Connecticut DMV Commissioner Andres Ayala, Jr. later said that the email was incorrect, and that the program had, in fact, contributed to the lengthy waits.
“It wasn’t optimal,” said Blackwell when asked about the situation.
The road-testing schedule became jammed once summer arrived, she explained, a time when teenagers typically come in to get licenses. “It’s a struggle to have this many new customers, and to keep our existing customers satisfied with our level of service,” she added.
Key Areas for States to Consider
The new Pew report identifies four areas where policymakers will likely have to confront important questions if they decide to implement licensing programs for unauthorized immigrants.
One of these areas is the scope of the program. For instance, how many people will be eligible? How many will apply? And how often will they need to renew their licenses?
Others areas include: eligibility standards, which center on who can apply for a license and what type of documentation they’ll need to provide; issuing procedures, such as where people can apply for the licenses and whether they’ll have to make appointments; and, finally, what types of education and outreach efforts the state will undertake.
Blackwell believes that community outreach has been crucial for Connecticut’s program.
Last year, she and a handful of other department employees conducted a series of information sessions with community and church organizations. One of their goals was to “train trainers” among these groups, who could then help people interested in Drive Only licenses to understand the application procedures and testing process.

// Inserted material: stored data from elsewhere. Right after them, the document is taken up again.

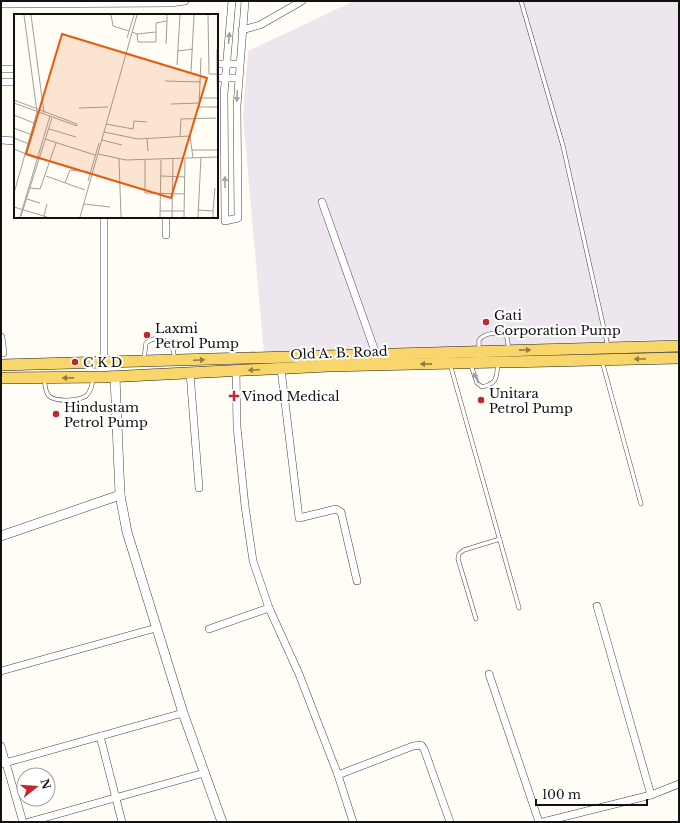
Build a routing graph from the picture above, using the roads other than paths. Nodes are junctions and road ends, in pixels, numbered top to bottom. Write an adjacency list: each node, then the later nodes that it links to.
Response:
1 (185, 1): 8 (street)
2 (232, 1): 12 (street, one-way to 2)
3 (245, 1): 10 (street)
4 (302, 1): 10 (street)
5 (521, 1): 29 (lane)
6 (56, 2): 7 (street); 9 (street)
7 (107, 2): 8 (street)
8 (170, 2)
9 (1, 4)
10 (242, 30): 13 (street)
11 (218, 64): 12 (street)
12 (226, 64): 13 (street); 17 (street)
13 (240, 64): 18 (street)
14 (1, 69): 15 (street)
15 (14, 69)
16 (218, 78): 17 (street)
17 (226, 78): 18 (street); 18 (street, one-way to 17)
18 (238, 78)
19 (1, 82): 20 (street)
20 (14, 82)
21 (1, 140): 22 (street)
22 (14, 141)
23 (322, 202): 33 (street)
24 (104, 218): 39 (street)
25 (166, 218): 26 (street)
26 (166, 235)
27 (1, 337): 32 (street)
28 (679, 346): 29 (main road, Old A. B. Road)
29 (608, 348): 31 (main road, Old A. B. Road, one-way to 29)
30 (479, 351): 31 (main road, Old A. B. Road); 31 (lane); 33 (main road, Old A. B. Road)
31 (509, 351)
32 (3, 353)
33 (376, 354): 36 (main road, Old A. B. Road, one-way to 33)
34 (679, 358): 35 (main road, Old A. B. Road, one-way to 35)
35 (601, 360): 38 (main road, Old A. B. Road); 52 (lane)
36 (174, 361): 37 (main road, Old A. B. Road); 37 (lane)
37 (144, 362): 39 (main road, Old A. B. Road)
38 (498, 362): 41 (main road, Old A. B. Road); 41 (lane, one-way to 41)
39 (104, 363): 42 (main road, Old A. B. Road)
40 (449, 363): 41 (main road, Old A. B. Road); 43 (main road, Old A. B. Road, one-way to 43); 54 (lane)
41 (471, 363)
42 (1, 365)
43 (281, 369): 44 (main road, Old A. B. Road, one-way to 44); 55 (street)
44 (236, 371): 45 (main road, Old A. B. Road); 57 (street)
45 (190, 373): 46 (main road, Old A. B. Road); 50 (street)
46 (115, 377): 49 (main road, Old A. B. Road); 51 (street)
47 (1, 378): 48 (main road, Old A. B. Road)
48 (44, 378): 49 (main road, Old A. B. Road, one-way to 48); 49 (lane)
49 (93, 378)
50 (199, 488)
51 (120, 495): 53 (street); 60 (street)
52 (641, 504)
53 (1, 536)
54 (500, 539): 58 (lane); 59 (lane)
55 (357, 581)
56 (597, 606): 71 (street)
57 (269, 608): 61 (street); 69 (street)
58 (519, 608)
59 (476, 619)
60 (156, 628): 62 (street); 64 (street)
61 (209, 629)
62 (1, 671)
63 (489, 674): 80 (street)
64 (183, 713): 65 (street); 68 (street)
65 (100, 736): 67 (street); 72 (street)
66 (1, 746): 67 (street)
67 (4, 763): 74 (street)
68 (204, 773): 72 (street); 77 (street)
69 (338, 775): 78 (street); 79 (street)
70 (679, 784): 71 (street)
71 (651, 795): 73 (street)
72 (116, 798): 75 (street); 76 (street)
73 (565, 819): 81 (street)
74 (23, 822)
75 (29, 822)
76 (122, 822)
77 (222, 822)
78 (353, 822)
79 (450, 822)
80 (539, 822)
81 (543, 822)

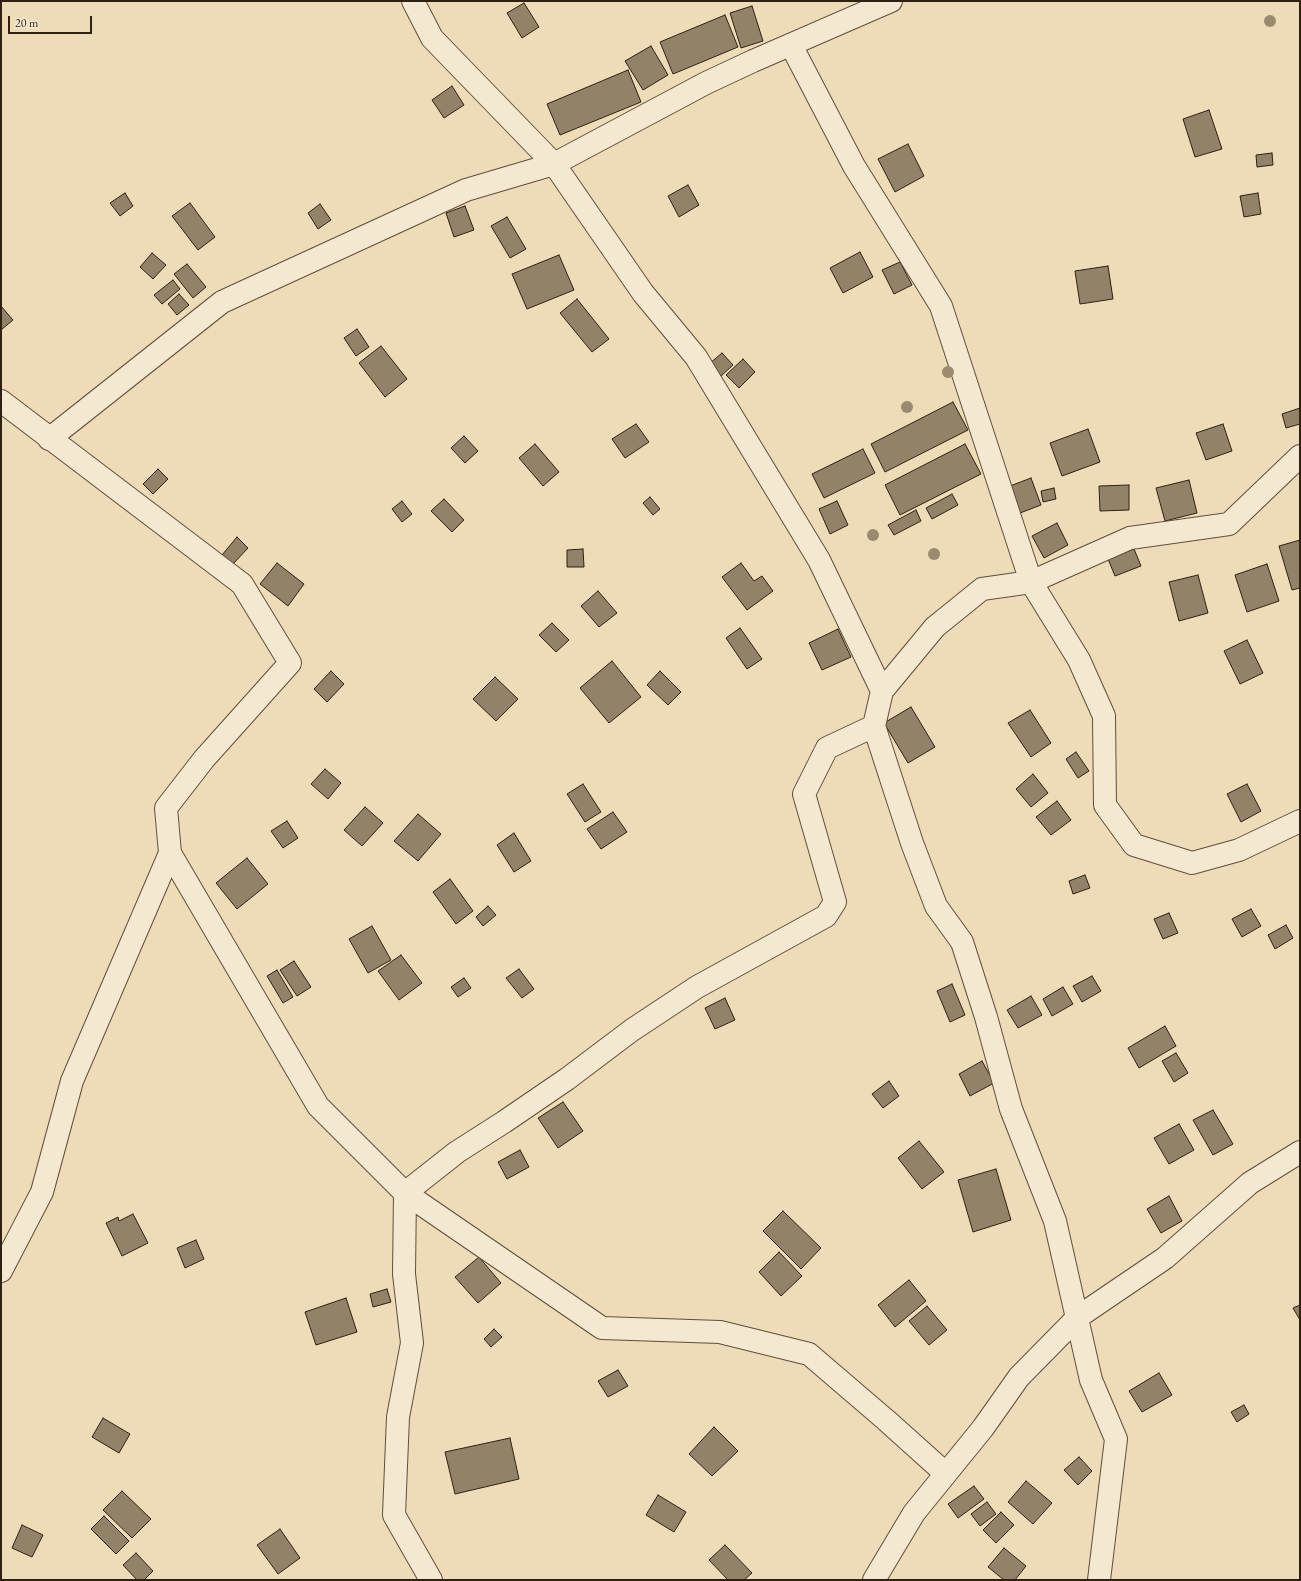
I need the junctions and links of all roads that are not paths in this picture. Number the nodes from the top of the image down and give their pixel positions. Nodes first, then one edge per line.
1 (413, 1) edge
2 (891, 1) edge
3 (791, 45) junction
4 (554, 164) junction
5 (1, 401) edge
6 (49, 439) junction
7 (1300, 456) edge
8 (1031, 582) junction
9 (882, 691) junction
10 (874, 726) junction
11 (1300, 821) edge
12 (170, 853) junction
13 (1300, 1152) edge
14 (405, 1193) junction
15 (1, 1271) edge
16 (1078, 1318) junction
17 (945, 1473) junction
18 (431, 1580) edge
19 (874, 1580) edge
20 (1099, 1580) edge

1 - 4 street
2 - 3 street
3 - 4 street
3 - 8 street
4 - 6 street
4 - 9 street
5 - 6 street
6 - 12 street
7 - 8 street
8 - 9 street
8 - 11 street
9 - 10 street
10 - 14 street
10 - 16 street
12 - 14 street
12 - 15 street
13 - 16 street
14 - 17 street
14 - 18 street
16 - 17 street
16 - 20 street
17 - 19 street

The outreach, she said, benefited applicants because “it helped more people pass their knowledge test,” and was also good for the DMV because “we don’t have enough staff to have people keep coming in to try to pass the test. They need to pass the test the first time.”
In terms of issuing licenses, the Pew report notes that states can face additional complications if they are trying to comply with the federal Real ID Act. The 2005 law set minimum standards for licenses that federal agencies can recognize as valid. In order to adhere to the act, states must issue distinctive alternative licenses to unauthorized immigrants.
For some applicants, other factors also come into play.
Priya Murthy is the policy and organizing program director at the Services, Immigrant Rights and Education Network, an advocacy group based in California's Santa Clara County.
“I think for the most part, it has been a tremendous success,” Murthy said of A.B. 60. But she also said that for people with prior deportations, or other past legal issues, applying for a license has the potential to draw scrutiny from immigration authorities.
“If they apply for a driver’s license, then it increases the possibility that [Immigration and Customs Enforcement] could show up at their door,” she said of people with legal complications.
For Alejo, the California assemblyman, the license program is just one example of how state lawmakers have had to pick up slack as Congress fails to advance comprehensive immigration reform.
“In light of inaction in Washington,” he said, “states like California have had to try to address more and more issues related to immigration.”
This story has been updated to correct the spelling of California DMV spokeswoman Jessica Gonzalez's last name. On second reference it was mis-spelled "Gonzales."
Bill Lucia is a Reporter for Government Executive’s Route Fifty.